La Caisse des dépôts et consignations est chargée de la gestion de ces crédits par le biais du Fonds national pour la société numérique (FSN). La Caisse des Dépôts pourra mettre en oeuvre des financements sous forme de subventions ou d'avances remboursables, notamment pour soutenir des projets de « recherche, développement et innovation ». Ce volet « soutien à l'innovation » viserait à soutenir l'effort des acteurs nationaux pour développer les technologies et outils nécessaires à l'économie des contenus numériques, et notamment à l'exploitation des contenus numérisés. Néanmoins, c'est principalement sous la forme de prise de participation ou de prêts (75 %) que la Caisse des dépôts interviendra, selon le principe de l'investisseur avisé. Les projets dont le plan d'affaires présente les perspectives de retour sur investissement à moyen terme les plus favorables seront retenus en priorité.
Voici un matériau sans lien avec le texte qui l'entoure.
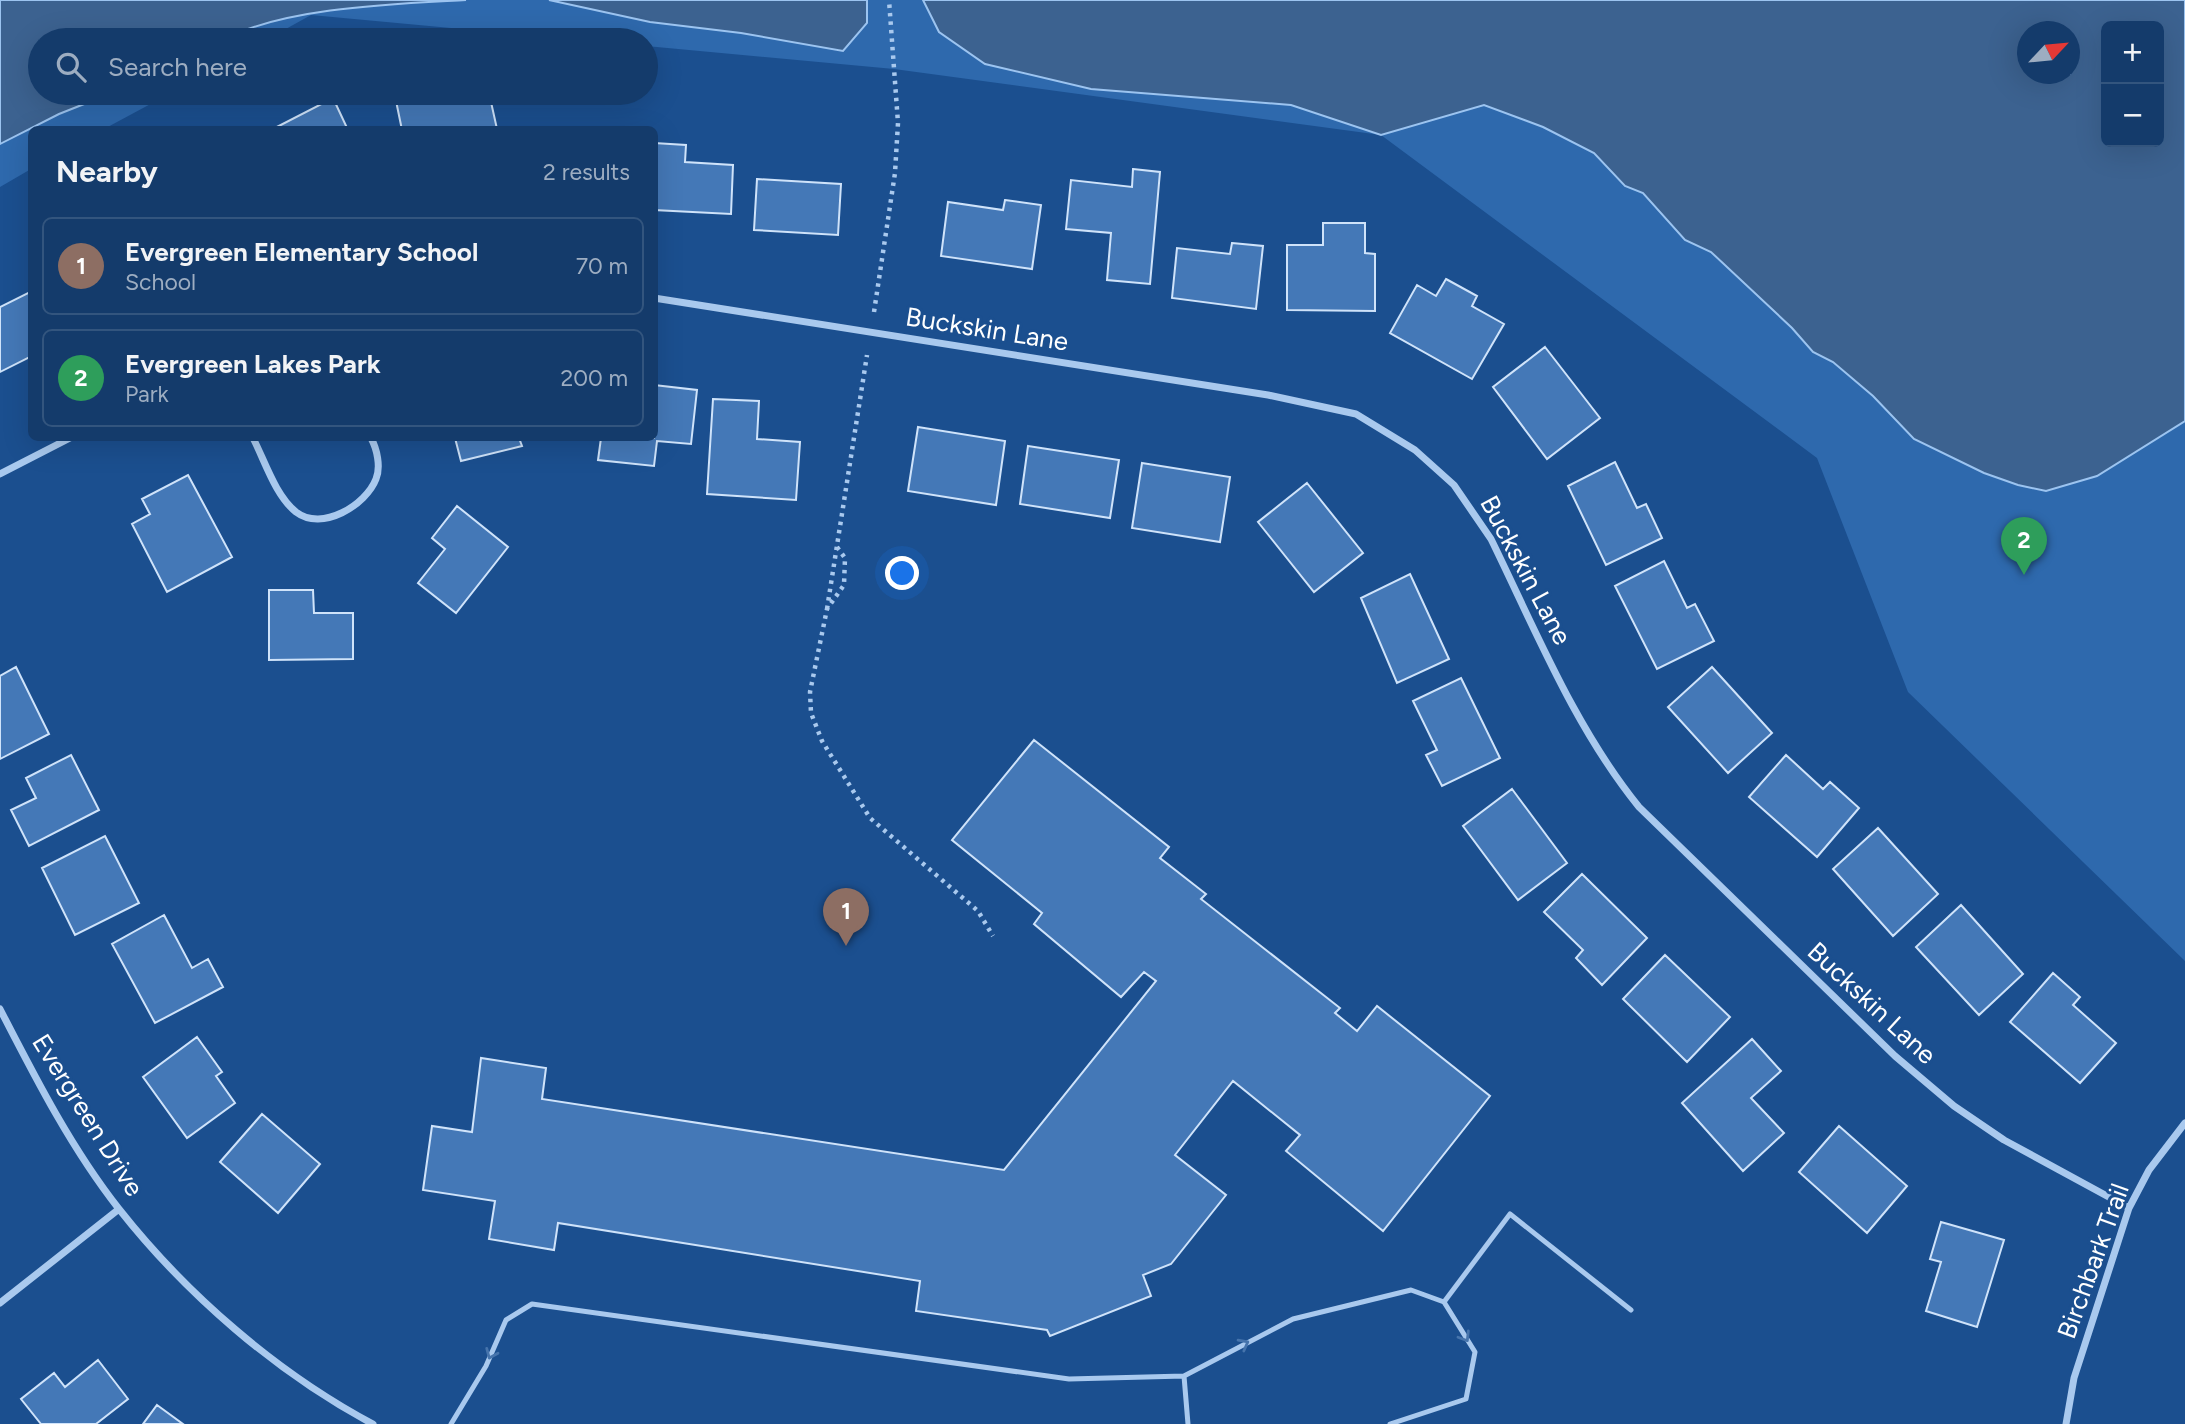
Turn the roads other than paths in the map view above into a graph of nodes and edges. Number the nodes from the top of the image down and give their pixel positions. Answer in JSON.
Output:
{"nodes":[{"id":1,"x":658,"y":299,"type":"edge"},
{"id":2,"x":64,"y":441,"type":"edge"},
{"id":3,"x":255,"y":441,"type":"edge"},
{"id":4,"x":373,"y":441,"type":"edge"},
{"id":5,"x":0,"y":474,"type":"edge"},
{"id":6,"x":0,"y":1009,"type":"edge"},
{"id":7,"x":2185,"y":1123,"type":"edge"},
{"id":8,"x":2129,"y":1208,"type":"junction"},
{"id":9,"x":119,"y":1209,"type":"junction"},
{"id":10,"x":1444,"y":1302,"type":"junction"},
{"id":11,"x":0,"y":1303,"type":"edge"},
{"id":12,"x":1631,"y":1310,"type":"dead end"},
{"id":13,"x":1184,"y":1376,"type":"junction"},
{"id":14,"x":373,"y":1424,"type":"edge"},
{"id":15,"x":451,"y":1424,"type":"edge"},
{"id":16,"x":1188,"y":1424,"type":"edge"},
{"id":17,"x":1390,"y":1424,"type":"edge"},
{"id":18,"x":2066,"y":1424,"type":"edge"}],
"edges":[{"from":1,"to":8,"type":"street","name":"Buckskin Lane"},
{"from":2,"to":5,"type":"street"},
{"from":3,"to":4,"type":"street"},
{"from":6,"to":9,"type":"street","name":"Evergreen Drive"},
{"from":7,"to":8,"type":"street","name":"Birchbark Trail"},
{"from":8,"to":18,"type":"street","name":"Birchbark Trail"},
{"from":9,"to":11,"type":"street"},
{"from":9,"to":14,"type":"street","name":"Evergreen Drive"},
{"from":10,"to":12,"type":"lane"},
{"from":13,"to":10,"type":"lane","one_way":true},
{"from":10,"to":17,"type":"lane","one_way":true},
{"from":13,"to":15,"type":"lane","one_way":true},
{"from":13,"to":16,"type":"lane"}]}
Ainsi, dans ce cadre, la BnF a réfléchi depuis plus d'un an à des partenariats privés autour de projets de numérisation à grande échelle de documents libres de droit mais aussi à des programmes de valorisation des savoir-faire qu'elle a développés (projet de magasin numérique SPAR). En juillet 2011, l'établissement a lancé un appel à partenariats auprès d'acteurs privés, français ou étrangers, portant notamment sur douze projets de numérisation de différents corpus (livres anciens, livres du XIX e siècle, mais aussi presse ancienne du XIX e siècle, disques 78 tours et microsillons, estampes, cartes et plans, etc.). La numérisation de l'ensemble de ces projets pourrait représenter un montant de l'ordre de 150 M€ . D'ici au 20 octobre 2011, les entreprises intéressées devaient proposer des solutions de cofinancement de la numérisation et de valorisation économique. Après examen des propositions (savoir-faire, expérience et potentiel des entreprises, importance des apports privés, conditions proposées à la BnF, ...) et discussion avec la BnF, les meilleurs dossiers seront présentés en fin d'année devant le comité d'engagement du Commissariat général à l'investissement (CGI) et susceptibles de bénéficier de cofinancements de l'État.

Source : ministère de la culture et de la communication


* 1 M. Marc Tessier : « La numérisation du patrimoine écrit, Bibliothèque des rapports publics » - La documentation Française - 12 janvier 2010.